198. Graduate Research I: Level II

All terms: Arrange

An original individual experimental or theoretical investigation beyond the undergraduate level in one of the fields of biology. This course is open only to graduate students, prior to passing their qualifying examination; it may be elected for credit more than once. This course carries two course credits and should be elected by students electing only depart mental colloquia in addition to research. The staff.

199. Graduate Research I: Level III

All terms: Arrange

An original individual experimental or theoretical investigation beyond the undergraduate level in one of the fields of biology. This course is open only to graduate students, prior to passing their qualifying examination; it may be elected for credit more than once. This course carries three course credits and should be elected by students conducting research exclusively in any one term. The staff.

262-270. Graduate Research Colloquium in Biological Sciences

F, W, S: Arrange

This course is required of all students during each term of residence, except summer. An essential element of scientific training is in the critical analysis and communication of experimental research in an oral format. Evaluation will be based on quality of the work described, quality of critical analysis, and on presentation style, including effective use of audiovisual materials. All students will be required to participate in at least one Journal Club/Research in Progress series. Although minor variations in format exist among the several series, all students will make oral presentations that describe work from the current literature or their own research. Normally these series meet weekly. This course is not open to undergraduates. The staff.

Biology 262, Mechanisms of Evolution and Development

Biology 263, Cell Biology

Biology 265, Microbial Ecology and Environmental Biology

Biology 266, Ecology and Evolution

Biology 268, Genes and Gene Products

Biology 269, Plant Molecular Biology

Biology 270, Computational Biology

271. Research in Progress Colloquium

10S, 11S: Arrange

This course is designed to monitor participation of first year MCB graduate students in the Research in Progress Seminars. The Research in Progress Seminars are presentations by MCB students, second year and older. These Research in Progress Seminars meet five times per month for 1-1.5 hours from September through May. The course will be taken by all first year MCB students in the Spring term, and the course will monitor Research in Progress Seminar participation throughout the first year.

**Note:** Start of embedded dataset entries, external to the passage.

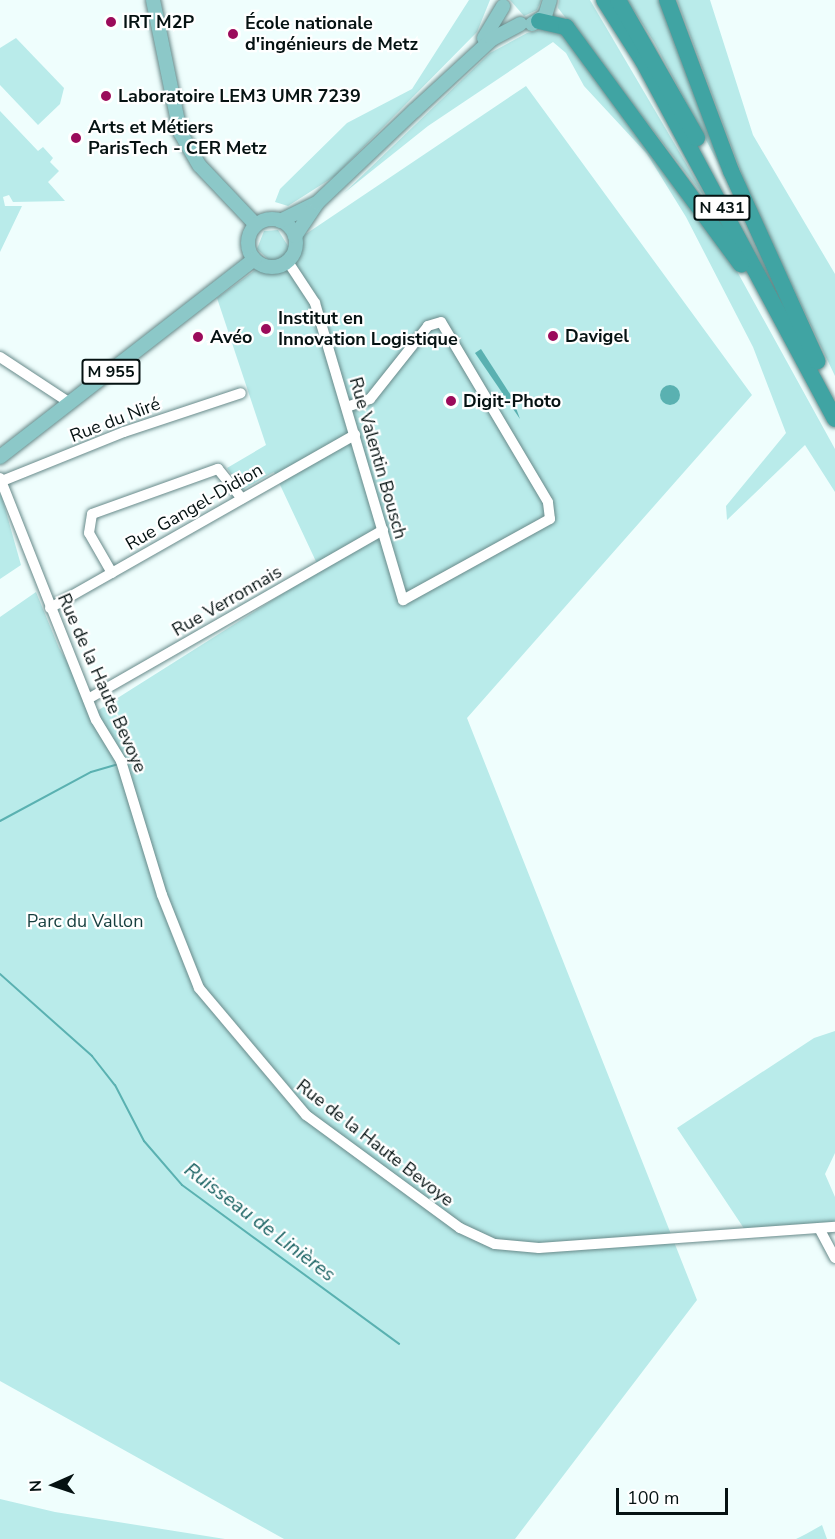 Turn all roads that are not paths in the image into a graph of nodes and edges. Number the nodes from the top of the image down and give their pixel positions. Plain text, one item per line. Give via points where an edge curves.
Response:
1 (153, 0) edge
2 (550, 0) edge
3 (604, 0) edge
4 (618, 0) edge
5 (667, 0) edge
6 (502, 3) edge
7 (539, 21) junction
8 (520, 24) junction
9 (414, 111) junction
10 (317, 203) junction
11 (280, 220) junction
12 (256, 225) junction
13 (295, 236) junction
14 (254, 260) junction
15 (288, 262) junction
16 (0, 357) edge
17 (810, 361) junction
18 (242, 393) dead end
19 (835, 395) edge
20 (70, 404) junction
21 (347, 407) junction
22 (835, 419) edge
23 (355, 435) junction
24 (0, 457) edge
25 (1, 480) edge
26 (242, 499) junction
27 (382, 530) junction
28 (112, 573) junction
29 (50, 608) junction
30 (88, 699) junction
31 (835, 1227) edge
32 (819, 1228) junction
33 (835, 1258) edge

1 - 12 main road via 180,132 200,166
2 - 7 main road
3 - 17 highway, N 431 via 643,62
4 - 17 highway, N 431
5 - 17 highway via 731,171
6 - 8 main road
6 - 9 main road via 494,27
7 - 8 main road
7 - 17 highway via 560,24 581,45
8 - 9 main road via 492,39
9 - 10 main road
10 - 11 main road
10 - 13 main road
11 - 12 main road
11 - 13 main road
12 - 14 main road via 248,242
13 - 15 main road
14 - 15 main road via 267,267
14 - 20 main road, M 955
15 - 21 street, Rue Valentin Bousch via 315,303
16 - 20 street
17 - 19 highway, N 431
17 - 22 highway, N 431
18 - 25 street, Rue du Niré via 124,432
20 - 24 main road, M 955
21 - 23 street, Rue Valentin Bousch
21 - 27 street, Rue Valentin Bousch via 369,399 428,326 441,322 552,511 544,525 403,600
23 - 26 street, Rue Gangel-Didion
23 - 27 street, Rue Valentin Bousch
25 - 29 street, Rue de la Haute Bevoye
26 - 28 street, Rue Gangel-Didion
26 - 28 street via 218,469 92,514 89,533
27 - 30 street, Rue Verronnais
28 - 29 street, Rue Gangel-Didion
29 - 30 street, Rue de la Haute Bevoye
30 - 32 street, Rue de la Haute Bevoye via 121,761 162,895 213,1010 306,1115 426,1204 480,1239 513,1248
31 - 32 street, Rue de la Haute Bevoye
32 - 33 street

297. Graduate Research II: Level I

All terms: Arrange

An original individual experimental or theoretical investigation beyond the undergraduate level in one of the fields of biology. This course is open only to graduate students, subsequent to passing their qualifying examination; it may be elected for credit more than once. This course carries one course credit and should be elected by students conducting research and also electing two or more other graduate or undergraduate courses. The staff.

298. Graduate Research II: Level II

All terms: Arrange

An original individual experimental or theoretical investigation beyond the undergraduate level in one of the fields of biology. This course is open only to graduate students, subsequent to passing their qualifying examination; it may be elected for credit more than once. This course carries two course credits and should be elected by students electing only departmental colloquia in addition to research. The staff.

299. Graduate Research II: Level III

All terms: Arrange

An original individual experimental or theoretical investigation beyond the undergraduate level in one of the fields of biology. This course is open only to graduate students, subsequent to passing their qualifying examination; it may be elected for credit more than once. This course carries three course credits and should be elected by students conducting research exclusively in any one term. The staff.